You are viewing a plain text version of this content. The canonical link for it is here.
Posted to jaxme-dev@ws.apache.org by Jochen Wiedmann <jo...@gmail.com> on 2005/10/04 23:18:20 UTC

Re: encoding: how does this work

Hi, Dean,

sorry for replying late to your various mails. I've been in vacation 
until today. Trying to work up my old mails.

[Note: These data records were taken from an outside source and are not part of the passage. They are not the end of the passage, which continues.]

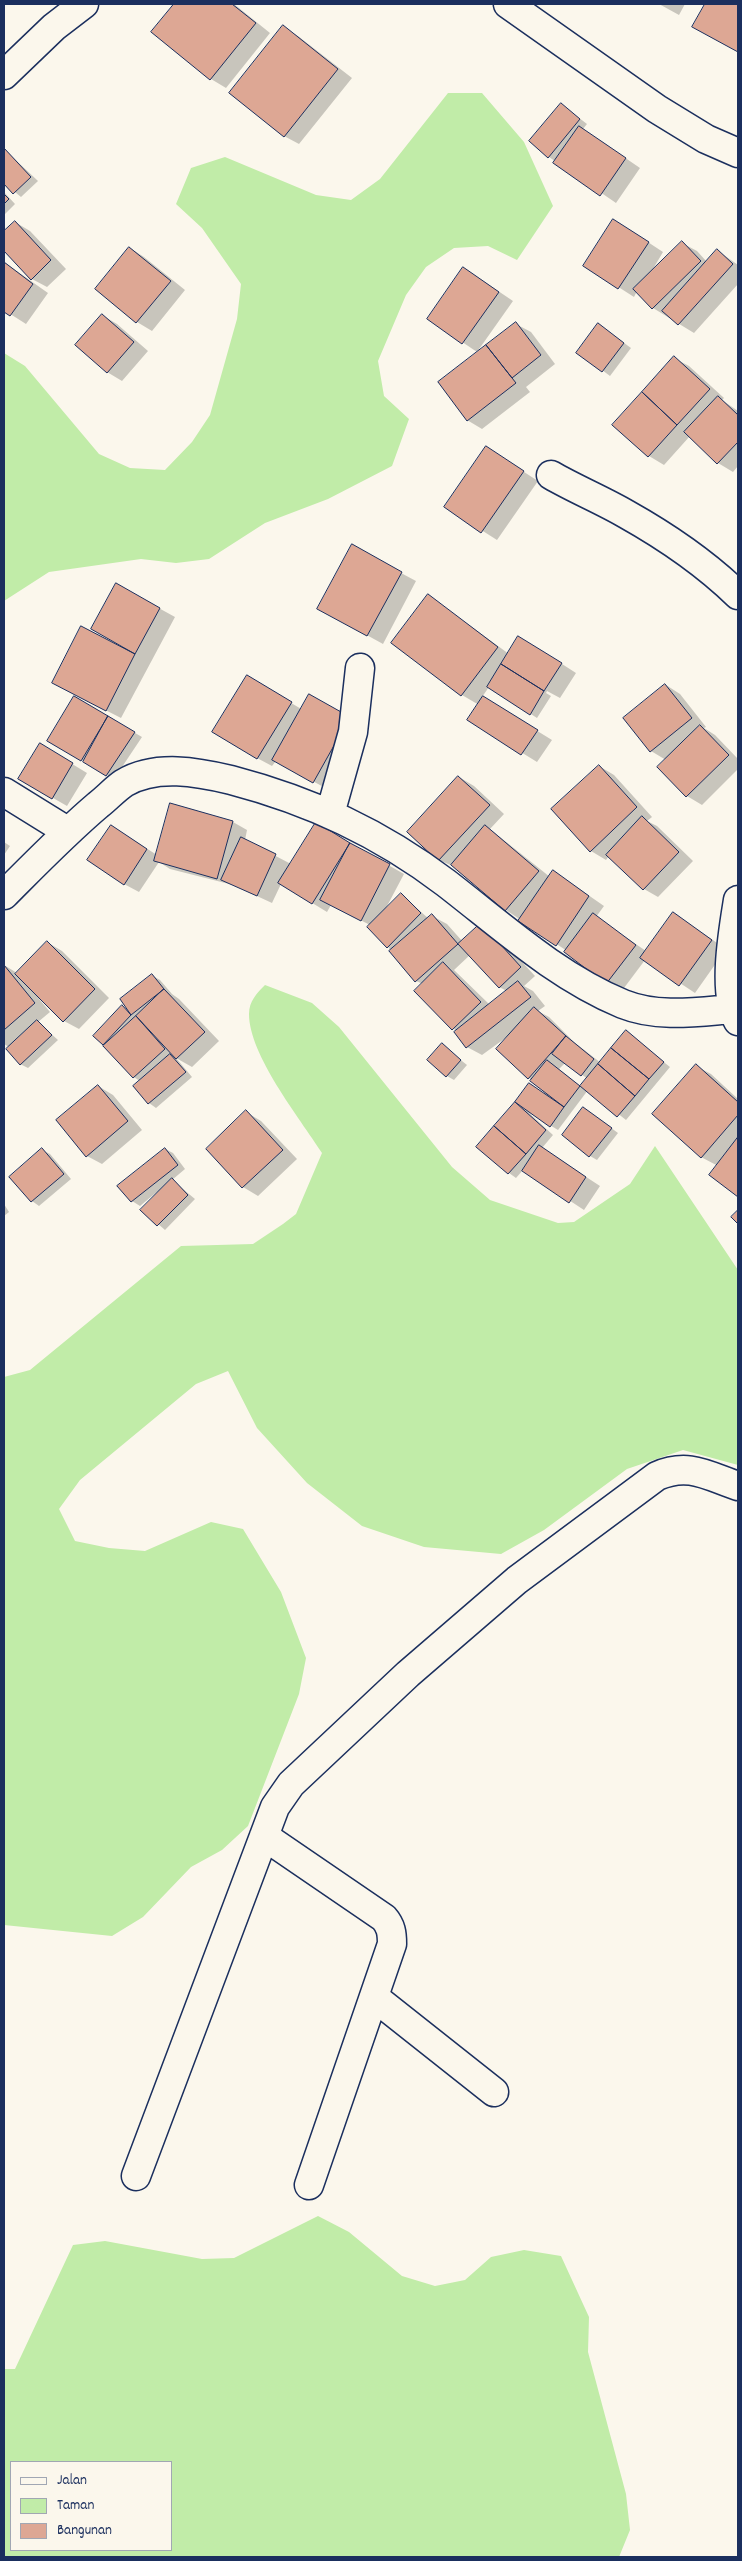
<!DOCTYPE html>
<html>
<head>
<meta charset="utf-8">
<style>
  body { margin:0 }
  #map { position:relative; width:742px; height:2561px; overflow:hidden; background:#fbf7ec; font-family:Dekko,sans-serif }
  canvas { display:block }
  .frame { position:absolute; inset:0; border:5px solid #1b2f5e; pointer-events:none }
  .legend { position:absolute; left:10px; top:2461px; width:162px; height:90px; box-sizing:border-box; background:#fbf7ec; border:1px solid #a1a7b3; margin:0; padding:6px 9px; list-style:none; font-size:15px; color:#1b2f5e }
  .legend li { display:flex; align-items:center; gap:10px; height:25px }
  .legend b { width:25px; border:1px solid #a1a7b3 }
</style>
</head>
<body>
<div id="map">
<canvas width="742" height="2561"></canvas>
<div class="frame"></div>
<ul class="legend">
<li><b style="height:6px;background:#fbf7ec"></b>Jalan</li>
<li><b style="height:14px;background:#c1eca8"></b>Taman</li>
<li><b style="height:14px;background:#dda794"></b>Bangunan</li>
</ul>
</div>
<script>
const g = document.querySelector('canvas').getContext('2d');
g.lineJoin = 'round';
function paint(path, color) {
  g.fillStyle = color;
  g.fill(path, 'evenodd');
}
function trace(path, color, width, dash) {
  g.strokeStyle = color;
  g.lineWidth = width;
  g.lineCap = dash ? 'butt' : 'round';
  g.setLineDash(dash || []);
  g.stroke(path);
}
const green = new Path2D(`
  M448 93H482L524 142 553 206 517 260 488 246 454 248 426 267 406 295 378 361 384 396 409 419 392 466 328 499 265 523 209 559 176 563 141 559 49 572 4 601V353L25 366 99 454 130 468 165 470 192 442 210 415 237 319 241 284 202 228 176 204 191 168 225 157 316 195 351 200 380 179Z
  M265 985 312 1003 339 1027 452 1167 490 1200 558 1223 574 1222 630 1184 655 1146 738 1270V1465L683 1450 627 1469 544 1530 501 1554 424 1547 362 1526 307 1483 257 1428 228 1371 196 1384 80 1480 59 1509 75 1541 109 1548 145 1551 211 1522 243 1529 281 1592 306 1658 299 1694 248 1826 222 1850 191 1867 143 1917 112 1936 4 1925V1377L30 1370 181 1246 253 1244 283 1224 296 1214 322 1153C299 1117 249 1055 249 1014 249 1001 257 993 265 985Z
  M318 2216 349 2232 402 2276 435 2286 465 2280 491 2257 524 2250 561 2256 589 2317 588 2352 626 2494 630 2530 619 2557H4V2369H15L73 2245 105 2241 202 2259 234 2258ZM11 2462H171V2550H11Z`);
const shadow = new Path2D(`
  M175 4H234L270 33 226 88 211 79 153 32Z
  M659 4H685L679 15Z
  M706 4H738V51L694 27Z
  M283 27 298 36 352 78 299 144 284 136Z
  M561 104 587 124 583 129 640 168 616 203 549 157Z
  M4 149 38 181 21 197 4 183Z
  M4 192 15 204 4 215Z
  M15 222 30 231 66 269 47 287 32 279 4 249V233Z
  M628 229 663 252 650 274 682 243 697 251 707 262 717 250 738 265V284L694 333 653 308 637 291 634 297 584 265Z
  M130 248 144 257 185 290 152 331 137 322Z
  M4 262 48 293 26 324 4 310Z
  M464 268 513 301 477 352 428 319Z
  M102 315 117 324 148 351 122 381 107 372Z
  M516 324 531 332 555 364 526 387 530 392 482 429 467 420Z
  M598 324 631 348 610 376 578 352Z
  M674 358 689 366 724 398 722 400 738 411V466L733 472 718 463 690 436 664 465 649 456 614 424Z
  M487 448 538 481 497 540 445 507Z
  M401 573 416 581 383 644 334 617Z
  M117 585 175 617 121 718 68 691 124 648Z
  M429 596 509 654 534 646 576 673 560 698 547 691 546 693 551 696 537 718 489 687 482 697 552 740 537 762 469 720 479 705 462 695 393 643Z
  M666 685 680 694 706 727 704 728 715 735 738 759V769L702 805 687 796 659 767 666 760 651 751Z
  M286 700 303 710 364 727 329 790 276 761 272 766 257 758Z
  M89 706 142 737 114 779 48 740Z
  M41 745 87 773 67 806 20 779Z
  M599 766 614 775 652 817 647 821 657 826 693 861 658 897 644 889 609 856 606 860 591 851Z
  M459 777 474 786 504 814 490 829 550 877 568 881 604 906 596 917 646 951 673 913 726 949 695 993 645 960 621 992 567 951 506 910 455 867 439 860Z
  M233 822 247 830 245 840 291 864 316 824 404 874 386 908 401 894 429 919 432 916 447 924 463 942 496 934 535 976 524 986 533 991 545 1006 538 1011 549 1017 574 1042 601 1063 626 1032 670 1067 626 1120 588 1090 558 1130 528 1112 553 1135 542 1148 600 1186 584 1210 523 1170 516 1178 509 1173 478 1147 529 1085 544 1094 545 1093 529 1078 511 1034 482 1055 467 1047 423 984 416 981 370 925 331 905 327 912 281 884 272 903 233 885 170 869 159 862 139 892 124 884 111 826 157 855ZM470 955 499 987 507 991 490 1005 454 970ZM565 1063 588 1079 581 1087 559 1069Z
  M4 842 10 846 4 855Z
  M47 942 62 951 109 998 79 1029 64 1021 36 993 35 994 50 1012 38 1022 58 1040 28 1068 20 1064 9 1047 4 1044V965L17 973Z
  M153 976 160 980 172 994 179 999 219 1041 192 1067 176 1058 192 1077 156 1108 149 1103 135 1086 141 1082 134 1077 104 1044 122 1007 131 1012Z
  M442 1045 467 1065 454 1080 447 1076Z
  M696 1066 711 1074 738 1099V1196L711 1175 718 1166 701 1157Z
  M98 1086 113 1095 142 1130 102 1164 87 1156Z
  M584 1108 618 1133 597 1160 590 1156Z
  M246 1112 261 1121 297 1159 258 1196 243 1187 208 1149Z
  M165 1149 173 1153 185 1169 172 1180 195 1199 165 1230 142 1210 158 1191 140 1206 132 1201 119 1186Z
  M42 1150 50 1154 71 1179 39 1206 32 1201Z
  M4 1204 9 1212 4 1216Z`);
const building = new Path2D(`
  M174 4H232L256 23 210 80 151 32Z
  M705 4H738V52L692 27Z
  M283 25 338 69 284 137 229 93Z
  M561 103 580 119 548 158 529 141Z
  M579 126 626 158 600 196 553 163Z
  M4 148 31 177 13 194 4 184Z
  M4 194 9 199 4 204Z
  M613 219 649 242 618 289 583 266Z
  M15 221 51 260 31 280 4 251V231Z
  M682 241 701 261 652 309 633 289Z
  M129 247 171 281 136 323 95 289Z
  M717 249 733 264 678 325 662 311Z
  M4 262 33 284 10 316 4 312Z
  M463 267 499 292 462 344 427 319Z
  M102 314 134 342 107 373 75 345Z
  M516 322 541 355 512 378 486 345Z
  M598 323 624 343 602 372 576 353Z
  M486 345 516 383 467 421 438 382Z
  M674 356 710 389 677 425 642 392Z
  M642 392 677 425 648 457 612 425Z
  M718 396 738 415V442L717 464 684 432Z
  M486 446 524 471 481 533 444 507Z
  M352 544 402 572 367 636 317 609Z
  M116 583 160 608 135 654 91 629Z
  M428 594 498 647 461 696 391 643Z
  M81 626 135 654 106 711 52 683Z
  M518 636 562 663 544 691 501 664Z
  M501 664 544 691 530 715 487 687Z
  M247 675 292 702 257 759 212 732Z
  M665 684 692 718 650 752 623 718Z
  M309 694 350 717 313 783 272 760Z
  M74 696 108 716 81 761 47 741Z
  M483 696 538 730 521 755 467 720Z
  M108 716 135 732 106 776 83 762Z
  M700 725 729 755 686 797 657 767Z
  M40 743 73 763 52 799 18 779Z
  M599 765 637 807 590 852 551 809Z
  M458 776 490 805 438 861 407 832Z
  M170 803 233 821 217 879 154 861Z
  M642 816 679 852 643 890 606 855Z
  M316 822 350 843 312 904 278 883Z
  M111 825 147 849 124 885 87 860Z
  M485 825 539 871 505 911 451 865Z
  M241 837 276 854 257 896 221 880Z
  M350 843 390 864 361 921 320 900Z
  M553 870 589 896 556 946 518 921Z
  M401 893 421 913 387 948 367 927Z
  M673 912 712 940 679 986 640 958Z
  M593 913 636 945 606 984 564 952Z
  M432 914 458 944 415 982 389 951Z
  M481 923 521 967 499 988 458 944Z
  M47 941 95 989 63 1022 15 974Z
  M443 962 481 1002 452 1030 414 991Z
  M4 965 35 1003 4 1030Z
  M152 974 164 989 131 1015 120 999Z
  M518 981 531 997 466 1048 454 1032Z
  M164 989 205 1032 176 1059 136 1016Z
  M122 1005 131 1015 103 1045 93 1036Z
  M534 1007 566 1036 528 1079 496 1049Z
  M136 1016 165 1049 133 1078 103 1046Z
  M37 1020 52 1035 20 1065 6 1049Z
  M626 1030 664 1062 649 1079 611 1048Z
  M566 1036 594 1059 581 1076 552 1054Z
  M442 1043 461 1060 446 1077 427 1060Z
  M611 1048 649 1079 635 1096 598 1064Z
  M170 1054 186 1072 148 1104 133 1086Z
  M547 1060 580 1086 564 1107 530 1081Z
  M598 1064 635 1096 617 1117 580 1086Z
  M696 1064 738 1102V1115L701 1158 652 1114Z
  M529 1083 564 1107 550 1127 515 1102Z
  M98 1085 128 1121 86 1157 56 1120Z
  M515 1102 546 1130 526 1154 494 1126Z
  M583 1107 612 1128 589 1157 562 1135Z
  M246 1110 283 1150 242 1188 206 1149Z
  M494 1126 526 1154 508 1174 476 1147Z
  M738 1137V1197L709 1175Z
  M539 1145 586 1177 569 1203 522 1171Z
  M42 1148 64 1174 31 1202 9 1177Z
  M165 1148 178 1165 131 1202 117 1186Z
  M172 1178 188 1195 157 1226 140 1210Z
  M738 1210V1224L731 1217Z`);
const minor = new Path2D(`
  M508 4 657 109 706 139 738 153
  M4 75 54 27 84 4
  M551 475C575 489 602 500 626 514 667 537 705 563 738 595
  M4 792 67 831
  M330 814 353 732 360 668
  M4 895C35 864 65 833 98 805 107 798 115 789 124 783 156 764 198 772 231 780 311 801 380 833 446 883 503 927 556 976 623 1004 658 1018 696 1012 732 1009
  M738 900C733 931 722 993 738 1021
  M264 1836 384 1918C391 1926 392 1933 392 1944L309 2185
  M374 1997 494 2092
  M136 2176 275 1807 291 1784 408 1674 517 1580 657 1476C689 1462 708 1476 738 1486`);
paint(green, '#c1eca8');
paint(shadow, '#0003');
paint(building, '#dda794');
trace(building, '#1b2f5e', 1);
trace(minor, '#1b2f5e', 31);
trace(minor, '#fbf7ec', 28);
</script>
</body>
</html>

Expect me to reply to 
everything until tomorrow.

Dean Hiller wrote:

> so what is the point of the xml spec having the encoding attribute if 
> you have to figure out the encoding before you even get to the specified 
> encoding.

Detecting the encoding from the first bytes is not always possible. 
There are a real lot of encodings, which are upwards compatible to ASCII 
in the range of 0..127, for example US-ASCII itself (obviously), 
ISO-8859-1, and UTF-8.

In the above cases, the encoding is required.


Jochen


---------------------------------------------------------------------
To unsubscribe, e-mail: jaxme-dev-unsubscribe@ws.apache.org
For additional commands, e-mail: jaxme-dev-help@ws.apache.org


Re: encoding: how does this work

Posted by Jochen Wiedmann <jo...@gmail.com>.
Dean Hiller wrote:

> "in the above cases".....but isn't that a catch 22.  How can you read 
> what encoding it is, if you don't know what encoding it is?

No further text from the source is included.